Ursodeoxycholic acid (UDCA) is known as a therapeutic agent in treating cholestasis and liver diseases. Recently, UDCA has been suggested as a therapeutic drug for heart related diseases. Cardioprotective effect of UDCA against the development of ischemia has been studied. Yet, the mechanism of UDCA-cardioprotection is not clearly understood. Therefore, this study aimed to elucidate the mechanisms of UDCA cardioprotection against hypoxia by investigating the expression of caspase -3/-9 and ROS generation using an in vitro hypoxic heart model. A newborn (0-2 days old) rat heart was isolated for primary cell culture of cardiomyocytes.

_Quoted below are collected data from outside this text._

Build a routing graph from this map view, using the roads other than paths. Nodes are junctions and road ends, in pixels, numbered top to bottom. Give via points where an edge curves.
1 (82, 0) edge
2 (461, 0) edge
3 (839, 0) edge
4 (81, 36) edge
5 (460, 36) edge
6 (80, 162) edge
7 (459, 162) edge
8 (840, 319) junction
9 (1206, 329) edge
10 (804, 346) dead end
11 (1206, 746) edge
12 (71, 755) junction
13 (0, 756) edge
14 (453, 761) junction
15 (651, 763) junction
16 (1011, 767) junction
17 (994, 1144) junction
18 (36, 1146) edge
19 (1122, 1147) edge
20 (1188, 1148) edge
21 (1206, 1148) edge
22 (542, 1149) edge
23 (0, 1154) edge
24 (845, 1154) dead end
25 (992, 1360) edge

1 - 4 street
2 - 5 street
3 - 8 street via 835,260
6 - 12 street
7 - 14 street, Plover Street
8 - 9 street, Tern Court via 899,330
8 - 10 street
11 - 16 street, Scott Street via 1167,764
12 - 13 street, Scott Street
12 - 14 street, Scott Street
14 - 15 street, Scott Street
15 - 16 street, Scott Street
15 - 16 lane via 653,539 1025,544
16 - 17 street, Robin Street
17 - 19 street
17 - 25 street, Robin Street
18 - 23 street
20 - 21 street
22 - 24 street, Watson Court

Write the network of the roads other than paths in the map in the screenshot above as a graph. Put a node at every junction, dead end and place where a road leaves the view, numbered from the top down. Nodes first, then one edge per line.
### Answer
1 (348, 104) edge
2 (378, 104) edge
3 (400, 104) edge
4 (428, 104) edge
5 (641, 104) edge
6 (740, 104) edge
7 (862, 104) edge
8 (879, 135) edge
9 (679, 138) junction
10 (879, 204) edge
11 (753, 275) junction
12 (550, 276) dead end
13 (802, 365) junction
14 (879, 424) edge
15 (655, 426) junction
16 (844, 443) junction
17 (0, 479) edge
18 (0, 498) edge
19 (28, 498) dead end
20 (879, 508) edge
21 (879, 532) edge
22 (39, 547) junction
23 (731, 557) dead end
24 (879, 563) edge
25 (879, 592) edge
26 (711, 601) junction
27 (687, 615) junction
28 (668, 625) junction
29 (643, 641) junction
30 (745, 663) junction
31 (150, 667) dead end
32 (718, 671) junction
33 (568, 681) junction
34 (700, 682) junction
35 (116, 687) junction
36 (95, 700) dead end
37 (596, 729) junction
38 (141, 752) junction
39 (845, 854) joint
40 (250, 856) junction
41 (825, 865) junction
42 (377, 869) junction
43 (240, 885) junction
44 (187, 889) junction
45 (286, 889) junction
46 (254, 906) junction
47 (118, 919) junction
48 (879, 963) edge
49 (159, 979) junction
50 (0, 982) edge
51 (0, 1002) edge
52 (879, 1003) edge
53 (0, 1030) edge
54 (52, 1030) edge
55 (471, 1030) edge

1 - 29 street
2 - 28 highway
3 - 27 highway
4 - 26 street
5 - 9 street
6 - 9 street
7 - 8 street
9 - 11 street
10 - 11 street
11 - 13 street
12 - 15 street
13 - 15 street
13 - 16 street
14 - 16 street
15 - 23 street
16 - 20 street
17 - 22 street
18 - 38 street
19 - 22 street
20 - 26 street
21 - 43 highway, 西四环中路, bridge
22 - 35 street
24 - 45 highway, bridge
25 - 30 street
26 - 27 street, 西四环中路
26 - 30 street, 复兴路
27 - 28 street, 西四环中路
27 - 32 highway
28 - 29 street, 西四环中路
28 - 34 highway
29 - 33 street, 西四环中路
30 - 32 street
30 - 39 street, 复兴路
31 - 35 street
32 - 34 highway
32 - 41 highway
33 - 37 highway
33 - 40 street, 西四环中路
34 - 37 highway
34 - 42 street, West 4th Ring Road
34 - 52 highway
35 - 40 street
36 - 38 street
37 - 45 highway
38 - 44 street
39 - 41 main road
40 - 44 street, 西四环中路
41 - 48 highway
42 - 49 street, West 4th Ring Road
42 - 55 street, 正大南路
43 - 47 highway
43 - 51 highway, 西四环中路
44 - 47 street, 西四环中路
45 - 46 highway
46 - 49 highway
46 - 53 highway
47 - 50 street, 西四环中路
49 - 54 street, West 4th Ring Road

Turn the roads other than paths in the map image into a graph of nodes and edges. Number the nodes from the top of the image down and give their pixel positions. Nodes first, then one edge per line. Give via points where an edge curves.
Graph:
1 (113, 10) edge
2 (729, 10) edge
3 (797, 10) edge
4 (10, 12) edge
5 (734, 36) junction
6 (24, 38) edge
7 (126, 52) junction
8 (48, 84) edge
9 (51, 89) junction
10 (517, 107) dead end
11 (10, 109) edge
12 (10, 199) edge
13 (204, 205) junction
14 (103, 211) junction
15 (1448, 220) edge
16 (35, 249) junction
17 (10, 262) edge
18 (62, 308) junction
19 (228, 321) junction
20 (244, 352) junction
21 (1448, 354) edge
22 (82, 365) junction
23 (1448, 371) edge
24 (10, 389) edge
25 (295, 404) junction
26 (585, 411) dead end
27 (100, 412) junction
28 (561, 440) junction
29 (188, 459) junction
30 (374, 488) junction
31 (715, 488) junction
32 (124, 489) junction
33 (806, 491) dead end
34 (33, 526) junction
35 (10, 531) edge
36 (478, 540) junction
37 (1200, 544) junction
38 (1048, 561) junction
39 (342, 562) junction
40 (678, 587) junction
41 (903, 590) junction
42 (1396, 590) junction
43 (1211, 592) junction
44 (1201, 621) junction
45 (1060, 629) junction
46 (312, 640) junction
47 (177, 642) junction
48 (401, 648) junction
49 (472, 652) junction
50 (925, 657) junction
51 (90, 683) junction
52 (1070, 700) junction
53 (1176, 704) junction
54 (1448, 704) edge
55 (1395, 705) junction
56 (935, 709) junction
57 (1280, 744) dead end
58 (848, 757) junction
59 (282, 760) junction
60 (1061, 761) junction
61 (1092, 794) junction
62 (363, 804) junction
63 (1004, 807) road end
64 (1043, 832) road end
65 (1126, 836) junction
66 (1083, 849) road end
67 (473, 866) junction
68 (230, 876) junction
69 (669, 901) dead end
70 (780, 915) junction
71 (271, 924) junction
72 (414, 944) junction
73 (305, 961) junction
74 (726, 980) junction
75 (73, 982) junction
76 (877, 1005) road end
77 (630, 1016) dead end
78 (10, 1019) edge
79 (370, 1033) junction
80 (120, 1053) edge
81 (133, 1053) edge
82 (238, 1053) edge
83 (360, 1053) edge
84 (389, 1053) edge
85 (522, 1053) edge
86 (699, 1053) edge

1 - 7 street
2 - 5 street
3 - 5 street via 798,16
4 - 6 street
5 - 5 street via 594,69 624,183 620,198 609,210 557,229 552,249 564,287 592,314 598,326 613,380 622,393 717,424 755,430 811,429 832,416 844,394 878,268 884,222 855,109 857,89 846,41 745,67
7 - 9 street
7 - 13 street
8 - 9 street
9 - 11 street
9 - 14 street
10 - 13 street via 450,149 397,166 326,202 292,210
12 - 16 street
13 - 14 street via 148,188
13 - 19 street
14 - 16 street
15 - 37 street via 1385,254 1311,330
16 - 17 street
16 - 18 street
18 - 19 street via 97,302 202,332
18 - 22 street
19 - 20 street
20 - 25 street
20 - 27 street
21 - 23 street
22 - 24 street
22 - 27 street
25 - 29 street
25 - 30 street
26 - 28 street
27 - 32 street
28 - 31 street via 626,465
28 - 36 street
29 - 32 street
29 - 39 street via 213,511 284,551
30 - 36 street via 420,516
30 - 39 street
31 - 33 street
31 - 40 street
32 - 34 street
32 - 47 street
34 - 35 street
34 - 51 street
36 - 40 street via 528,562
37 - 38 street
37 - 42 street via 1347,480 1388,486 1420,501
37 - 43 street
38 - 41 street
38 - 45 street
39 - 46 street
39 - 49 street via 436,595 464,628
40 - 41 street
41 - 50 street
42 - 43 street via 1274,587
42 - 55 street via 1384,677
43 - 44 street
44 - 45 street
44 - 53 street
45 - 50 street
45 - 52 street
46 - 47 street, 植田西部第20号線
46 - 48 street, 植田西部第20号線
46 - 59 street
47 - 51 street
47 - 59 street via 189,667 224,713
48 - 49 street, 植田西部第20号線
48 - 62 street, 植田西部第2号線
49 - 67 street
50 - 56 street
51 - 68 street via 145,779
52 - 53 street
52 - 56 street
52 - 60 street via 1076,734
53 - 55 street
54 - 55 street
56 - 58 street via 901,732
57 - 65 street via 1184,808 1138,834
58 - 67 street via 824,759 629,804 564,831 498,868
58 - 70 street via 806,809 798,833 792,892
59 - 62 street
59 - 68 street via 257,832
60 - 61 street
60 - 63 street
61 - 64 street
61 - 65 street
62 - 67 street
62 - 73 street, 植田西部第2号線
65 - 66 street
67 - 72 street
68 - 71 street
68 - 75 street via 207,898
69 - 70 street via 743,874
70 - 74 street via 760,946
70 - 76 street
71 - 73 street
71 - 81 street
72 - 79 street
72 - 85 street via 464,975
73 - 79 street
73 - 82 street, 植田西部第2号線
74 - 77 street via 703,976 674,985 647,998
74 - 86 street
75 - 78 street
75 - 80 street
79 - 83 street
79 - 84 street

Hypoxia was chemically induced by using CoCl2. Cardiomyocytes were then incubated with UDCA. The treated cardiomyocytes were subjected for ROS generation detection assay, QuantiGene Plex assay for caspase-3/-9 gene expression and ELISA for caspase-3/-9 protein expression. The data were analyzed by using sample paired t-test and One-way ANOVA. Our results showed that UDCA abolishes the effects on CoCl2 in ROS production and UDCA downregulates caspase-9 protein expression in CoCl2 treated cardiomyocytes. This study provides an insight of UDCA in protecting cardiomyocytes against hypoxia mediated by anti-apoptosis mechanism.